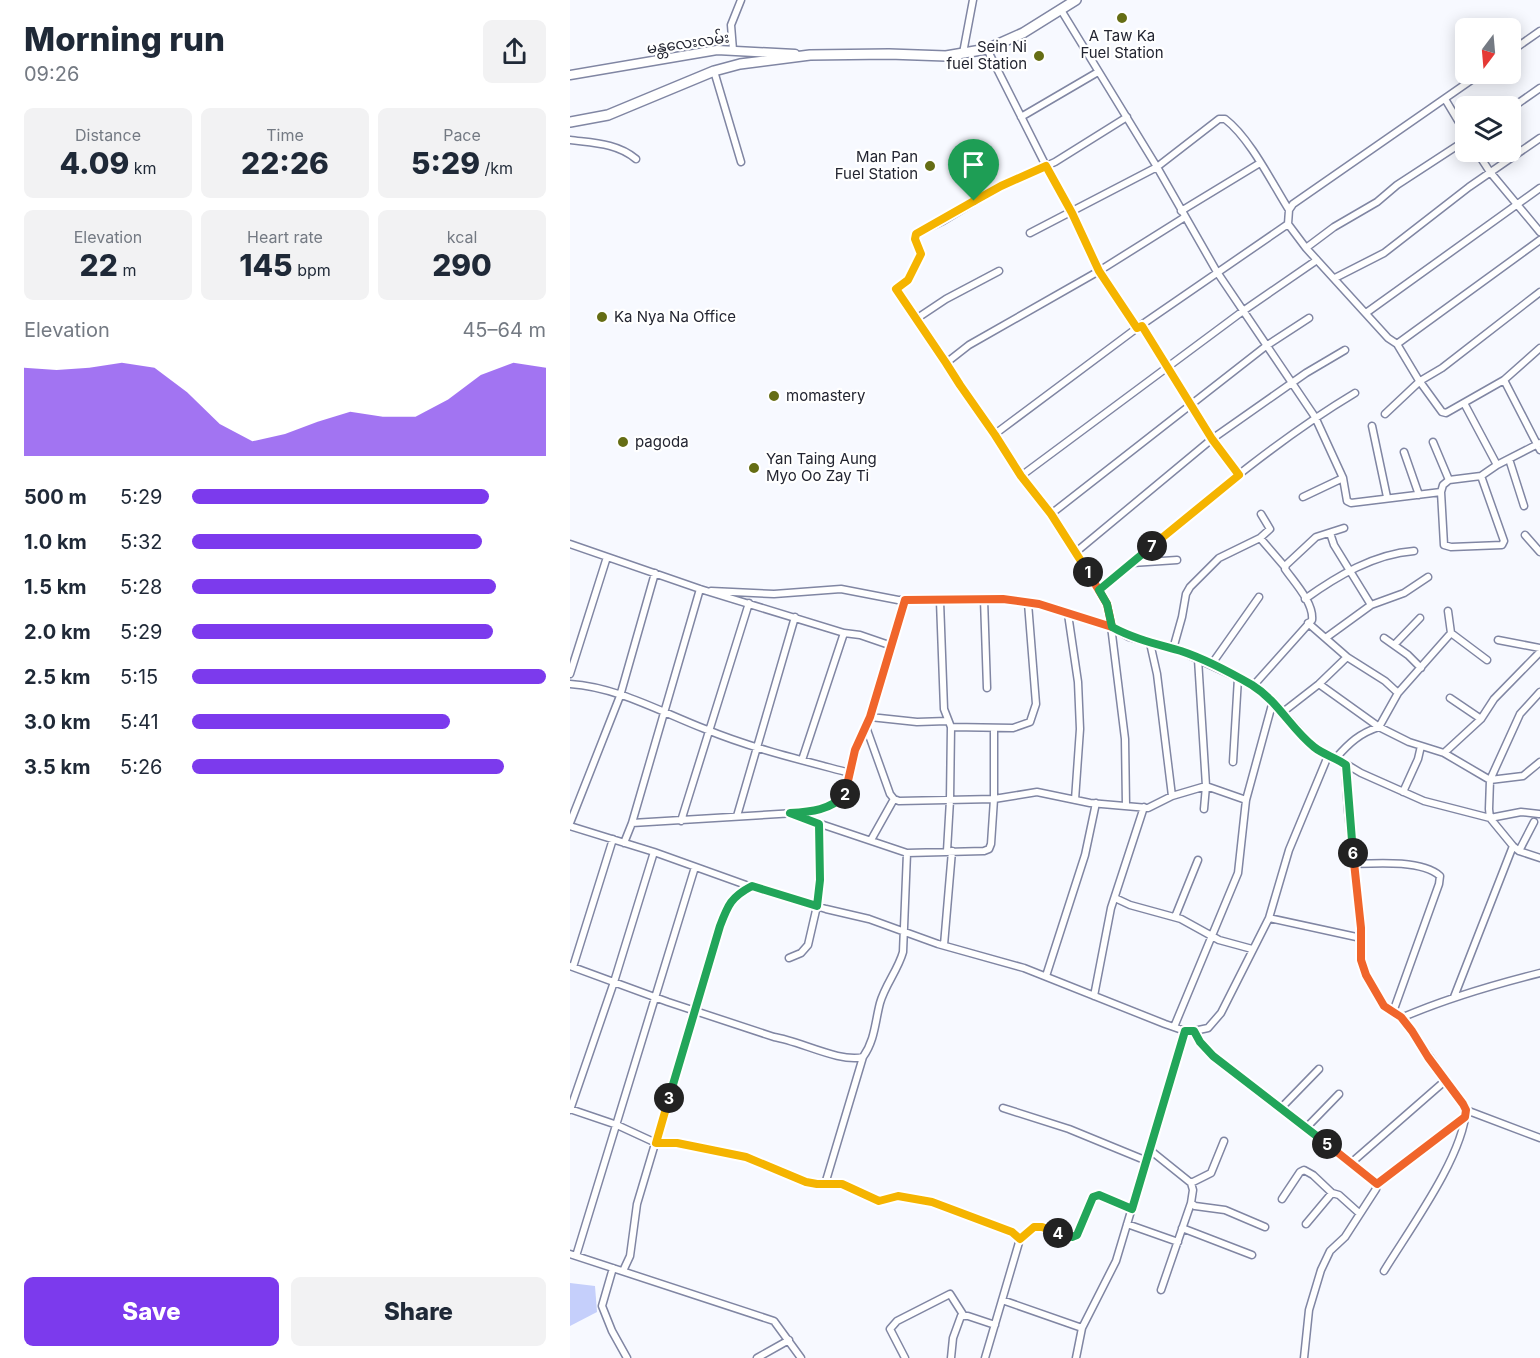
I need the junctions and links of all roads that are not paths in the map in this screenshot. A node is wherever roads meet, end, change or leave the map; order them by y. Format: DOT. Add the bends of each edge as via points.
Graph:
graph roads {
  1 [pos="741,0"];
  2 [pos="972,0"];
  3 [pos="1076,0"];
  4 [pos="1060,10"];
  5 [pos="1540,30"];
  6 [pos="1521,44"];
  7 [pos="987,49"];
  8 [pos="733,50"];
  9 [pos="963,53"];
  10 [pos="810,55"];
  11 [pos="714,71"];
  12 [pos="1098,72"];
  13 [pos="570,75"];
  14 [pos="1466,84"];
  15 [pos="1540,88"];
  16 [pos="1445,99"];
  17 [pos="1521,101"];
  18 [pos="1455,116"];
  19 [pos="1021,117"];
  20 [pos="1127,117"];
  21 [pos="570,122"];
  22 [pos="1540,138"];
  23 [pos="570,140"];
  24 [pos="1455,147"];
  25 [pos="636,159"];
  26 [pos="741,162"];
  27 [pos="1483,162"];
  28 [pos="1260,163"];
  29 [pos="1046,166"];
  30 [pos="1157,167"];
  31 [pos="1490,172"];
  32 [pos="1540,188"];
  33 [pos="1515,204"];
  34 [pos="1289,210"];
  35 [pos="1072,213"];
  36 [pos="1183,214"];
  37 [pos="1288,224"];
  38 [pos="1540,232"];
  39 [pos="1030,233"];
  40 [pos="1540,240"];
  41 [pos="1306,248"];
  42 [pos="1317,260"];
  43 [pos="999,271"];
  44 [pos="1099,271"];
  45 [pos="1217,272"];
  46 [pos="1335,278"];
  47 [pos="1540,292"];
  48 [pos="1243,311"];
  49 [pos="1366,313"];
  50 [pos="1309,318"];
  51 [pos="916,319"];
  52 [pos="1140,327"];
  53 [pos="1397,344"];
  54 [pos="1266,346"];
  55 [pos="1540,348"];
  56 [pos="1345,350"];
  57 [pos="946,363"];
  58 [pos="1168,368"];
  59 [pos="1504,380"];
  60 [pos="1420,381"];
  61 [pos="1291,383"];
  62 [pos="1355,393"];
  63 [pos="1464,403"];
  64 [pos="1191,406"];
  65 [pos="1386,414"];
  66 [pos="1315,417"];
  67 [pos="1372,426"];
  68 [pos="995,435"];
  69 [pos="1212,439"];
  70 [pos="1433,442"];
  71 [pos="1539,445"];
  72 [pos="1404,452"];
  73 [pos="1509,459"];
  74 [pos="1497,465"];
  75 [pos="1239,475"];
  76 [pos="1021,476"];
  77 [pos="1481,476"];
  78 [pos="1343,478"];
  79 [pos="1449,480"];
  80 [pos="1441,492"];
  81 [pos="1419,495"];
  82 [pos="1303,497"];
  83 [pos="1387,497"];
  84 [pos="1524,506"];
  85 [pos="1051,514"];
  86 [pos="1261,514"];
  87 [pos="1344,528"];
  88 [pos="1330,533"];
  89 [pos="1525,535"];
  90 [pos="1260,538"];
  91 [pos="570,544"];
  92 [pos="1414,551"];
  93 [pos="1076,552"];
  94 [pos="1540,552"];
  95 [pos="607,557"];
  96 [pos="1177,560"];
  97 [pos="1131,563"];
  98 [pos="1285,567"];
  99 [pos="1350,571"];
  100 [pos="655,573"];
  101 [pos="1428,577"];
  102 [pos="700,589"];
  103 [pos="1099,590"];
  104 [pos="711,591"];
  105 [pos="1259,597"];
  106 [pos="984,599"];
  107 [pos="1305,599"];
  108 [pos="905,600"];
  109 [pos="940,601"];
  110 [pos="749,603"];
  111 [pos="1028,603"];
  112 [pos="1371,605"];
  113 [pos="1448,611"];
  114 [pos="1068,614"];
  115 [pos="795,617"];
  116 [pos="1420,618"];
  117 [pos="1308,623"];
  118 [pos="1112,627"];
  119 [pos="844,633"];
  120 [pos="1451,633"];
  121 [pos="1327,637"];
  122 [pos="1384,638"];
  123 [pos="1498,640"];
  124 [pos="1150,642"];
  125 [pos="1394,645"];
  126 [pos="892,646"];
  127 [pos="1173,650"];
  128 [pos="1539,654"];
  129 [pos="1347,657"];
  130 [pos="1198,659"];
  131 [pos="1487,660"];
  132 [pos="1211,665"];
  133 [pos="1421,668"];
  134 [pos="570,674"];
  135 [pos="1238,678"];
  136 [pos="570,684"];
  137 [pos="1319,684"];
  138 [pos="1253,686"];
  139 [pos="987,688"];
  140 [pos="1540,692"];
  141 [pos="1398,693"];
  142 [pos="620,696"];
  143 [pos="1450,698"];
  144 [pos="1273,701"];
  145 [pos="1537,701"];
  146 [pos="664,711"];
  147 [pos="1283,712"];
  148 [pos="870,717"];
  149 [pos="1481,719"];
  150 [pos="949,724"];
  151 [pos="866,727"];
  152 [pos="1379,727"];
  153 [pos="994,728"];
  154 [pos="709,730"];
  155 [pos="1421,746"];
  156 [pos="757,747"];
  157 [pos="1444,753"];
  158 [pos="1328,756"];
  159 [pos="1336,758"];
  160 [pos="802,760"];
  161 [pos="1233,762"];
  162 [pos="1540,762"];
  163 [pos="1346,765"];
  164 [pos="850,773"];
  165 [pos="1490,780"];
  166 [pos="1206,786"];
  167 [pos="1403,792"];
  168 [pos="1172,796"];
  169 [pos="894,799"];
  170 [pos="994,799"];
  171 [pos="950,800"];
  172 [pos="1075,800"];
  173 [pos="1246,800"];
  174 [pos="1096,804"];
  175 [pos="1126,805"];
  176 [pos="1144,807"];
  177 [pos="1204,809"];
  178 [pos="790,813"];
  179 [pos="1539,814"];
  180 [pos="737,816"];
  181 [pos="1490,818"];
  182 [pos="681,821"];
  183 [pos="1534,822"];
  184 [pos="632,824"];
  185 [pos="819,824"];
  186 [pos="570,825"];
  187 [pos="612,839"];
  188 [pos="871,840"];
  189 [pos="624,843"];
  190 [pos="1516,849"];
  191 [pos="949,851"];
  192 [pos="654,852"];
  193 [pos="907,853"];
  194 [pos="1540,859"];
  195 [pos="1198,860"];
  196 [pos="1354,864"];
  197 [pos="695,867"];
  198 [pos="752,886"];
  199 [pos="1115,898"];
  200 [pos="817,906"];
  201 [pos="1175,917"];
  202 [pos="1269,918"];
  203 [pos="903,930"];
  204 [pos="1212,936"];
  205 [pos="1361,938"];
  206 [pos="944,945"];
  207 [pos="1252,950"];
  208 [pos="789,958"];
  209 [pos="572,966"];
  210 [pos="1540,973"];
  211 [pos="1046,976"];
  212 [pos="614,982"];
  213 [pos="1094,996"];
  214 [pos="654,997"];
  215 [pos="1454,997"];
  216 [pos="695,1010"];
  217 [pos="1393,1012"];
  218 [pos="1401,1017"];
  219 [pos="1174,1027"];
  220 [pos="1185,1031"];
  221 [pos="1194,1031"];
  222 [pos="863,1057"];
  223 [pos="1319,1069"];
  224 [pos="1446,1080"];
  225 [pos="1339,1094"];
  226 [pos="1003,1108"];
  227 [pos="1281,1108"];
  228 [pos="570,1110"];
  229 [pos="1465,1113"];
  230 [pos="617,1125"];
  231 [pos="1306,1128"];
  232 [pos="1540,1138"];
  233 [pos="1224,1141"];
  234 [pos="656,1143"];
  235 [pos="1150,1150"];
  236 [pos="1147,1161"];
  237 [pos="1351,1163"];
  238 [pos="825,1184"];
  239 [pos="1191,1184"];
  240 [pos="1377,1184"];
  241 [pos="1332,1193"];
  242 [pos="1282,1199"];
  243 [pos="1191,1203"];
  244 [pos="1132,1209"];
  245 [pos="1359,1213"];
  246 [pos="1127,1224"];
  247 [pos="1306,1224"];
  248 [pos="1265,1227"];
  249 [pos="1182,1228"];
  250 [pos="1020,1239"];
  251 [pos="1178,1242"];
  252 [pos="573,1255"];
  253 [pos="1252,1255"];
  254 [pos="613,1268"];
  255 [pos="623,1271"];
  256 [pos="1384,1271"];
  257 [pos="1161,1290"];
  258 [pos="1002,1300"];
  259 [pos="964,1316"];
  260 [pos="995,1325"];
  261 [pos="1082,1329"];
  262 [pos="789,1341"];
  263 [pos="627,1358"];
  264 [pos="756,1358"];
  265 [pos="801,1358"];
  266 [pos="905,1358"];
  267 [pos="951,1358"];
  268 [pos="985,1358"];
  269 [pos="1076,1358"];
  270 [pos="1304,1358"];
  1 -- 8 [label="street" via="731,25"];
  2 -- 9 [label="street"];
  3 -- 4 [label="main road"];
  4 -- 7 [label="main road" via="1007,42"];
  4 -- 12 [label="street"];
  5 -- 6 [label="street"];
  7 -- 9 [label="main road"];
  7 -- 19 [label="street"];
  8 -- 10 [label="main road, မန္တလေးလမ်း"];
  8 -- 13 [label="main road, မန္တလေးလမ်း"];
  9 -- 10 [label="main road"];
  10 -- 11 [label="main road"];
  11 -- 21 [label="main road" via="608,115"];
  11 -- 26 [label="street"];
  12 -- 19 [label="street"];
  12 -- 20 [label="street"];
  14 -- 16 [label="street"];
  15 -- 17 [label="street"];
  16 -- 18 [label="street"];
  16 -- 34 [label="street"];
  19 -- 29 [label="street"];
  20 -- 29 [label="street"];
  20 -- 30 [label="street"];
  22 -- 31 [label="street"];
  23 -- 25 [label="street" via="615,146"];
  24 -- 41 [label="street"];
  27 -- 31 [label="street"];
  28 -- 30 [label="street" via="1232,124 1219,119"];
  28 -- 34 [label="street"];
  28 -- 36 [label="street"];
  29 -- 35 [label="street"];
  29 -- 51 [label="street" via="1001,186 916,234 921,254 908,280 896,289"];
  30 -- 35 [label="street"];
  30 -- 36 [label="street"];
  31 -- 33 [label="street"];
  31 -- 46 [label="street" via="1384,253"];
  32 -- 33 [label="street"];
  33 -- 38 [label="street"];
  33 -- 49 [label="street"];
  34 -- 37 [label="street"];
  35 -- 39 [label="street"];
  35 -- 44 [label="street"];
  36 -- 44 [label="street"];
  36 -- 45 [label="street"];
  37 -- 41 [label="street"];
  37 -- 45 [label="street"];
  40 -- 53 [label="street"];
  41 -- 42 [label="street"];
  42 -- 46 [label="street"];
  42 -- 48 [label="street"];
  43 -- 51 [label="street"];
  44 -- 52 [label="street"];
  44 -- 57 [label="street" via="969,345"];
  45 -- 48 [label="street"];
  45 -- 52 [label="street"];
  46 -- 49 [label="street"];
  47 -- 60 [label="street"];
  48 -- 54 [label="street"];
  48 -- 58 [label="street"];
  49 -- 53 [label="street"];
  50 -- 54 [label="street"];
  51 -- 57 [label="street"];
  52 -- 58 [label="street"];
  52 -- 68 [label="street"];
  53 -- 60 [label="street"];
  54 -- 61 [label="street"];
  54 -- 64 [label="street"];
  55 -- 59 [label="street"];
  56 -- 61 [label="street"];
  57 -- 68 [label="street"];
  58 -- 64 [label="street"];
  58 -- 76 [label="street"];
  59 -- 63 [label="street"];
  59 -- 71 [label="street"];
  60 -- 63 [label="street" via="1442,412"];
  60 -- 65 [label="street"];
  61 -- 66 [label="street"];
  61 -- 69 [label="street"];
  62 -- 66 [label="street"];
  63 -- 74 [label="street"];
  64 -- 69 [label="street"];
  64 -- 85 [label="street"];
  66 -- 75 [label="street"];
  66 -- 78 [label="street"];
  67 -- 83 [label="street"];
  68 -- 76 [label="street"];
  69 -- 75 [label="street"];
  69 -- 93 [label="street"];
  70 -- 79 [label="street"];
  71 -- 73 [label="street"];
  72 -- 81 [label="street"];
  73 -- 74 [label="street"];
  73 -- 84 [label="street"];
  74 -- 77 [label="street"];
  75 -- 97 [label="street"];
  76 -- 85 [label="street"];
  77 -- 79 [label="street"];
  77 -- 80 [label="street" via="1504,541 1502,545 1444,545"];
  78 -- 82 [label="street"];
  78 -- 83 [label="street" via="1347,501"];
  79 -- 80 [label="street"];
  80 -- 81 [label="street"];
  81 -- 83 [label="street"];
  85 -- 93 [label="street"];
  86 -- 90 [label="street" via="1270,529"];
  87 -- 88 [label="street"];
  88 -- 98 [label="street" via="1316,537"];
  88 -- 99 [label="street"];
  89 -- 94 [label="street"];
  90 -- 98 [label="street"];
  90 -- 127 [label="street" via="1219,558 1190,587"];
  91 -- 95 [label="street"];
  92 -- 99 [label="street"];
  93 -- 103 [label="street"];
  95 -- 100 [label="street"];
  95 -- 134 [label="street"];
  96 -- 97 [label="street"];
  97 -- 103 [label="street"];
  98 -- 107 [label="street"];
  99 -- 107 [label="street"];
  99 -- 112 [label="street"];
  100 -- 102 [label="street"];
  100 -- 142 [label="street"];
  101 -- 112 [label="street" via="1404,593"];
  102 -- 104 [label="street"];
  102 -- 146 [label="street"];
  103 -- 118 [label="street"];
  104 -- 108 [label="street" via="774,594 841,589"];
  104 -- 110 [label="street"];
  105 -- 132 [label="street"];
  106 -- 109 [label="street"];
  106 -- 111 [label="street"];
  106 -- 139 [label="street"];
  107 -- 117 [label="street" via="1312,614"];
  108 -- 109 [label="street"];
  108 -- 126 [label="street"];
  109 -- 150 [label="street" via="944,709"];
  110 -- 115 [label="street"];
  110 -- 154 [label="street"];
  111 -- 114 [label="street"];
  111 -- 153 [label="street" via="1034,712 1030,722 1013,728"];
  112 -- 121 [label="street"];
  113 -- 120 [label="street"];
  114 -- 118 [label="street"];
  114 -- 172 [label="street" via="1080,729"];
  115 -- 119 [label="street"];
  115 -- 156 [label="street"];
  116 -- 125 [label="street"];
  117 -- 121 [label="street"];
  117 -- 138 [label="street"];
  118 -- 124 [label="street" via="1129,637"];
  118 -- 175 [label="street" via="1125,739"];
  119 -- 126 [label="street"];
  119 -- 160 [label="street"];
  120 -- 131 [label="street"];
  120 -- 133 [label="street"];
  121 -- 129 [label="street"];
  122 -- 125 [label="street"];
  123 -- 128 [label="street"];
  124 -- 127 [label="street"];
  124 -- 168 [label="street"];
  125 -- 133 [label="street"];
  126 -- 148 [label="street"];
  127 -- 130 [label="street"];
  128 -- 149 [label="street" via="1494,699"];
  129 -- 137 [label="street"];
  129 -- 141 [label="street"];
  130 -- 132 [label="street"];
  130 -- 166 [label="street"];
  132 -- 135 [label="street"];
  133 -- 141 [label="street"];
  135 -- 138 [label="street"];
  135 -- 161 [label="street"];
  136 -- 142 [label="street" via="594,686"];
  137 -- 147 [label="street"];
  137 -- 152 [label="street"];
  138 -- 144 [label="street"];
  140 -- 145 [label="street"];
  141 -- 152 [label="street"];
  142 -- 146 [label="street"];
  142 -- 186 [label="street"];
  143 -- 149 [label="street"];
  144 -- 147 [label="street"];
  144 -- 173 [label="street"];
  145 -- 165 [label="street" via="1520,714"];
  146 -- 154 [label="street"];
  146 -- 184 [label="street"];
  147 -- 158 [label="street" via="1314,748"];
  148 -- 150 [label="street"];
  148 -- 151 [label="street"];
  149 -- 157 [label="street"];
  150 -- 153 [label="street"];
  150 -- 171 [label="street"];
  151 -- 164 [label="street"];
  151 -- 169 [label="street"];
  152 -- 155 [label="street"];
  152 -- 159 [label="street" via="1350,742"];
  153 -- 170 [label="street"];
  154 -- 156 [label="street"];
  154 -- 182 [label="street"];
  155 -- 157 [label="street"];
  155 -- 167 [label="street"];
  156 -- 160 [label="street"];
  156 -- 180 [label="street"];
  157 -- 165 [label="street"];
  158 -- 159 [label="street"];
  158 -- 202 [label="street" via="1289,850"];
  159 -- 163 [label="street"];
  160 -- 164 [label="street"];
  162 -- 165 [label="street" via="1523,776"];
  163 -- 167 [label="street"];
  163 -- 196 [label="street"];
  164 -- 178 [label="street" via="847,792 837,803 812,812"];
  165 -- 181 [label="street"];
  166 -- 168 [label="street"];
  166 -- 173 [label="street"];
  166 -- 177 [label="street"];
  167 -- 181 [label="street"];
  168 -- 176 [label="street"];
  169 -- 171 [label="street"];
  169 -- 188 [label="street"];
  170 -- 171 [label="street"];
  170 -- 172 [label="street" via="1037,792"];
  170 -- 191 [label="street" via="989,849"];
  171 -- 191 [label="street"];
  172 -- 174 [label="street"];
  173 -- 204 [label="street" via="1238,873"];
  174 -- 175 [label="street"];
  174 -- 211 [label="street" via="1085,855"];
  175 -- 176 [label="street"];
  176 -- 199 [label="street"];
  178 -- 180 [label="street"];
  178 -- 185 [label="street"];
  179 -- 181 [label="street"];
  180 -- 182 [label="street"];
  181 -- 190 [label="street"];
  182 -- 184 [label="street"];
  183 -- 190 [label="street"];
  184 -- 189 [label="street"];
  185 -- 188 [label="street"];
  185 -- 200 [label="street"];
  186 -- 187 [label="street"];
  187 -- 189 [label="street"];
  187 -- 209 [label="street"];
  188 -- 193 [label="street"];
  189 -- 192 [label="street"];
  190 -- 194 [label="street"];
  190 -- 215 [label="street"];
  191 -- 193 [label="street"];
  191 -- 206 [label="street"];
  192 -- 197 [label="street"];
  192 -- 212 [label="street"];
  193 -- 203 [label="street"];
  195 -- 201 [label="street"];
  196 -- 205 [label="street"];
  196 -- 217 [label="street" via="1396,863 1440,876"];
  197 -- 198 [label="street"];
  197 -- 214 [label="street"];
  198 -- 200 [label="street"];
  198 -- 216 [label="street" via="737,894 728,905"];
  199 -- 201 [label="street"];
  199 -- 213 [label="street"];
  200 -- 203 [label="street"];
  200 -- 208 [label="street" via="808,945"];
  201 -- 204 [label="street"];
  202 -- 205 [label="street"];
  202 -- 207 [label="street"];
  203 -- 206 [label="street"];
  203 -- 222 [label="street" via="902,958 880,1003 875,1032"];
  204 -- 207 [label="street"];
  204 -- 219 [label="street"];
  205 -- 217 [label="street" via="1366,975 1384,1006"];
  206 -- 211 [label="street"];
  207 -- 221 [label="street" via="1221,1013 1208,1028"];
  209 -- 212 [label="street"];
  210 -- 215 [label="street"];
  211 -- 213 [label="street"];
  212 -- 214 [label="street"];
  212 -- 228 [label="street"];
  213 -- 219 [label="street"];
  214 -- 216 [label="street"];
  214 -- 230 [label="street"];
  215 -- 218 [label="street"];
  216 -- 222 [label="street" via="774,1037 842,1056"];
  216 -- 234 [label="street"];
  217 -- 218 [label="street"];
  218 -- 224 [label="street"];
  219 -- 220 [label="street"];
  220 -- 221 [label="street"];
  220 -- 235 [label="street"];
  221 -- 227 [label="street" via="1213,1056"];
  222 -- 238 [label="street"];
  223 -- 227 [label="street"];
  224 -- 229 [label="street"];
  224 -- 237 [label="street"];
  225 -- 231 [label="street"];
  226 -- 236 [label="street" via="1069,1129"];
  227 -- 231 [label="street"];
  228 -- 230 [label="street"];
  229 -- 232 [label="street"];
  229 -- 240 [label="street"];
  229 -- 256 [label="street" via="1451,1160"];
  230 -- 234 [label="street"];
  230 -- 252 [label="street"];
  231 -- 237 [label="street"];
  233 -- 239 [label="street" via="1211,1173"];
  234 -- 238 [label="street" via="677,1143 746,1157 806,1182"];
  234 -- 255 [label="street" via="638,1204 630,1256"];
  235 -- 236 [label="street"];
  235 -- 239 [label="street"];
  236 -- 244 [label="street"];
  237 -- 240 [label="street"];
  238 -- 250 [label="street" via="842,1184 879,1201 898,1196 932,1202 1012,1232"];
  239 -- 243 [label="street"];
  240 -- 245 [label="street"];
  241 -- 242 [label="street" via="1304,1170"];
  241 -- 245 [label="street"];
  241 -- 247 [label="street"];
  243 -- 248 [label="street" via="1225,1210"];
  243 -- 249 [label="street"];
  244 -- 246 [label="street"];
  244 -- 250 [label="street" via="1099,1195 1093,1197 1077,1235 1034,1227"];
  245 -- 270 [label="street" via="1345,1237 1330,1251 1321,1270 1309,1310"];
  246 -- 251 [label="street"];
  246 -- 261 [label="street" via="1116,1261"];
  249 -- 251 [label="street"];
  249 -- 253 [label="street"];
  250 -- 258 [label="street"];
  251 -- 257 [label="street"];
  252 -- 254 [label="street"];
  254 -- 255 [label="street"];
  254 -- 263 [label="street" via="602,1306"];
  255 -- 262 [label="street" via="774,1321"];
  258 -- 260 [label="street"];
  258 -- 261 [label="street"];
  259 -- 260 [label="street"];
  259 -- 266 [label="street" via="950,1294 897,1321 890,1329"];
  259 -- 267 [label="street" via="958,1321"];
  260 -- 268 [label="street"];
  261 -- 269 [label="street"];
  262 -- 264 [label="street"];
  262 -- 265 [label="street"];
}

Exercise aim =>
Look through the listing and extract every line with "roads" in it.

Written solution =>
I need the junctions and links of all roads that are not paths in the map in this screenshot. A node is wherever roads meet, end, change or leave the map; order them by y. Format: DOT. Add the bends of each edge as via points.
graph roads {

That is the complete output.